(Collected data entries)
•••••
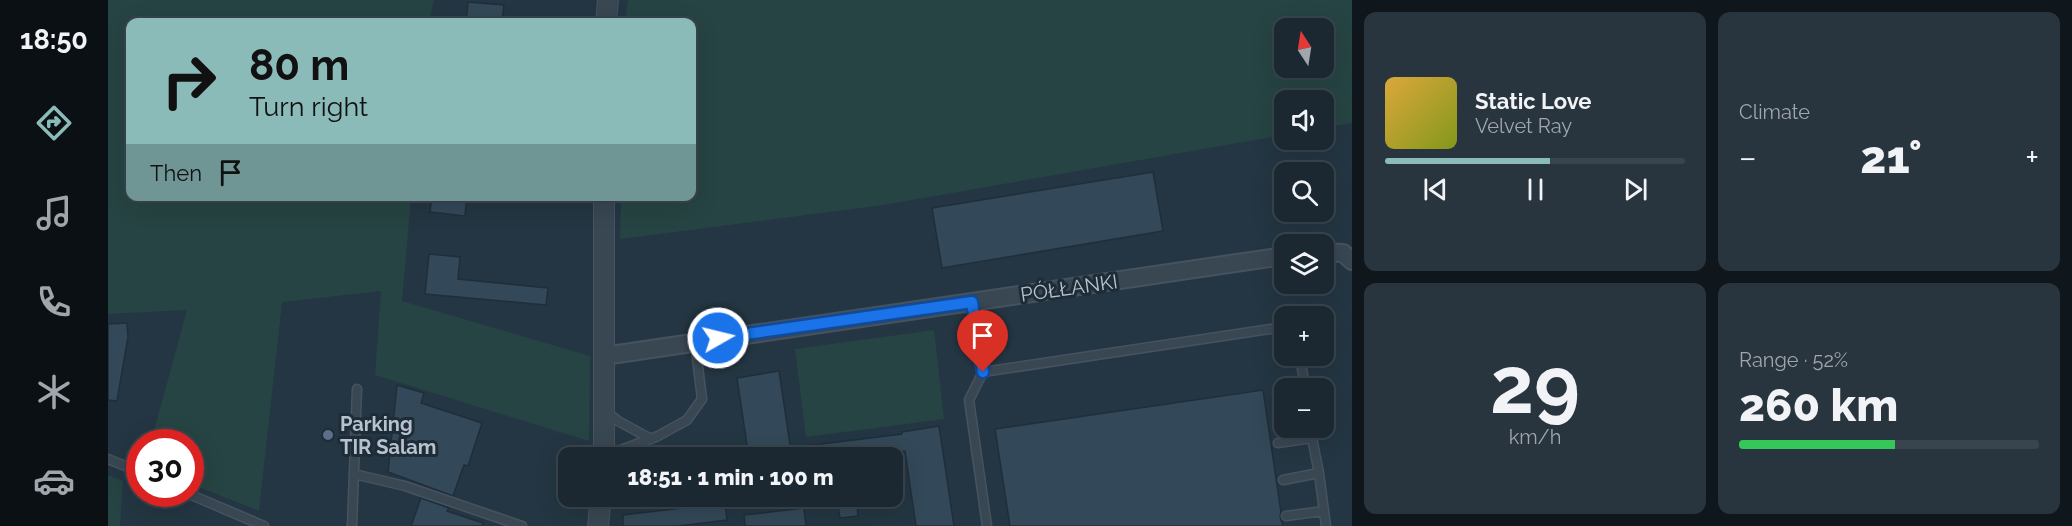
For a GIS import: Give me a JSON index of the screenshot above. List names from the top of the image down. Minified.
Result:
{"streets":{"street":["PÓŁŁANKI"]},"places":["Parking TIR Salam"],"north":"top","page":{"tabs":"18:50","tile":["Climate",["29","km/h"],["Range · 52%","260 km"]],"map_buttons":["+","−"],"turn":["80 m","Turn right"],"song":["Static Love","Velvet Ray"],"heat":["−","21°","+"],"then":"Then","limit":"30","trip":"18:51 · 1 min · 100 m"}}
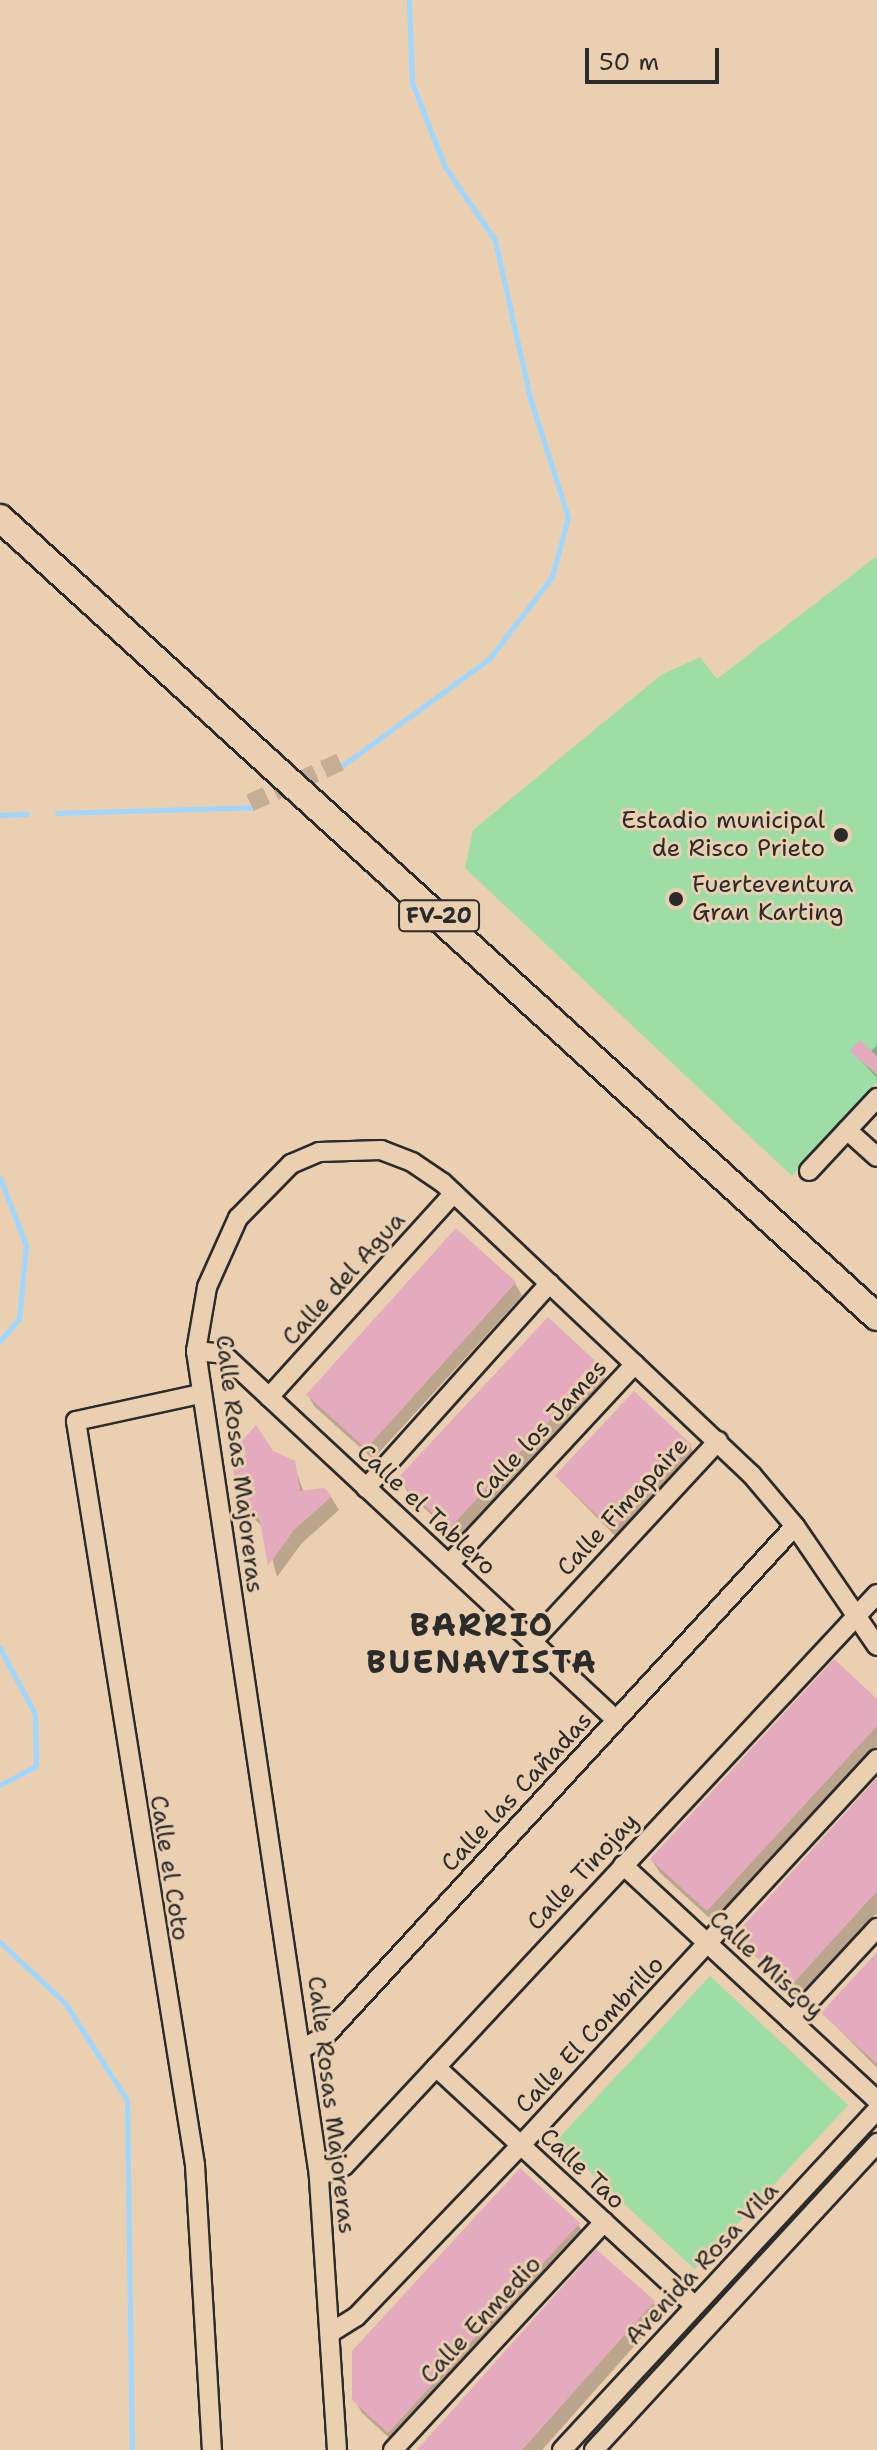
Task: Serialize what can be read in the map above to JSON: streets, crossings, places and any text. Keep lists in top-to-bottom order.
{
  "streets": {
    "main road": ["FV-20"],
    "street": [
      "Calle del Agua",
      "Calle los James",
      "Calle Rosas Majoreras",
      "Calle Fimapaire",
      "Calle el Tablero",
      "Calle las Cañadas",
      "Calle el Coto",
      "Calle Tinojay",
      "Calle Miscoy",
      "Calle El Combrillo",
      "Calle Tao",
      "Avenida Rosa Vila",
      "Calle Enmedio"
    ]
  },
  "crossings": [
    ["Calle del Agua", "Calle Rosas Majoreras"],
    ["Calle del Agua", "Calle el Tablero"],
    ["Calle los James", "Calle Rosas Majoreras"],
    ["Calle los James", "Calle el Tablero"],
    ["Calle Rosas Majoreras", "Calle Fimapaire"],
    ["Calle Rosas Majoreras", "Calle el Tablero"],
    ["Calle Rosas Majoreras", "Calle las Cañadas"],
    ["Calle Rosas Majoreras", "Calle el Coto"],
    ["Calle Rosas Majoreras", "Calle Tinojay"],
    ["Calle Rosas Majoreras", "Calle El Combrillo"],
    ["Calle Fimapaire", "Calle el Tablero"],
    ["Calle el Tablero", "Calle las Cañadas"],
    ["Calle Tinojay", "Calle Miscoy"],
    ["Calle Tinojay", "Calle Tao"],
    ["Calle Miscoy", "Calle El Combrillo"],
    ["Calle El Combrillo", "Calle Tao"],
    ["Calle Tao", "Avenida Rosa Vila"],
    ["Calle Tao", "Calle Enmedio"]
  ],
  "districts": ["BARRIO BUENAVISTA"],
  "places": ["Estadio municipal de Risco Prieto", "Fuerteventura Gran Karting"],
  "scale_bar": "50 m"
}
•••••
§ **EXERCISE AIM**: Check each line above for the word "Combrillo", and give only the number of lines that contain it.

§ **EXERCISE ANSWER**: 4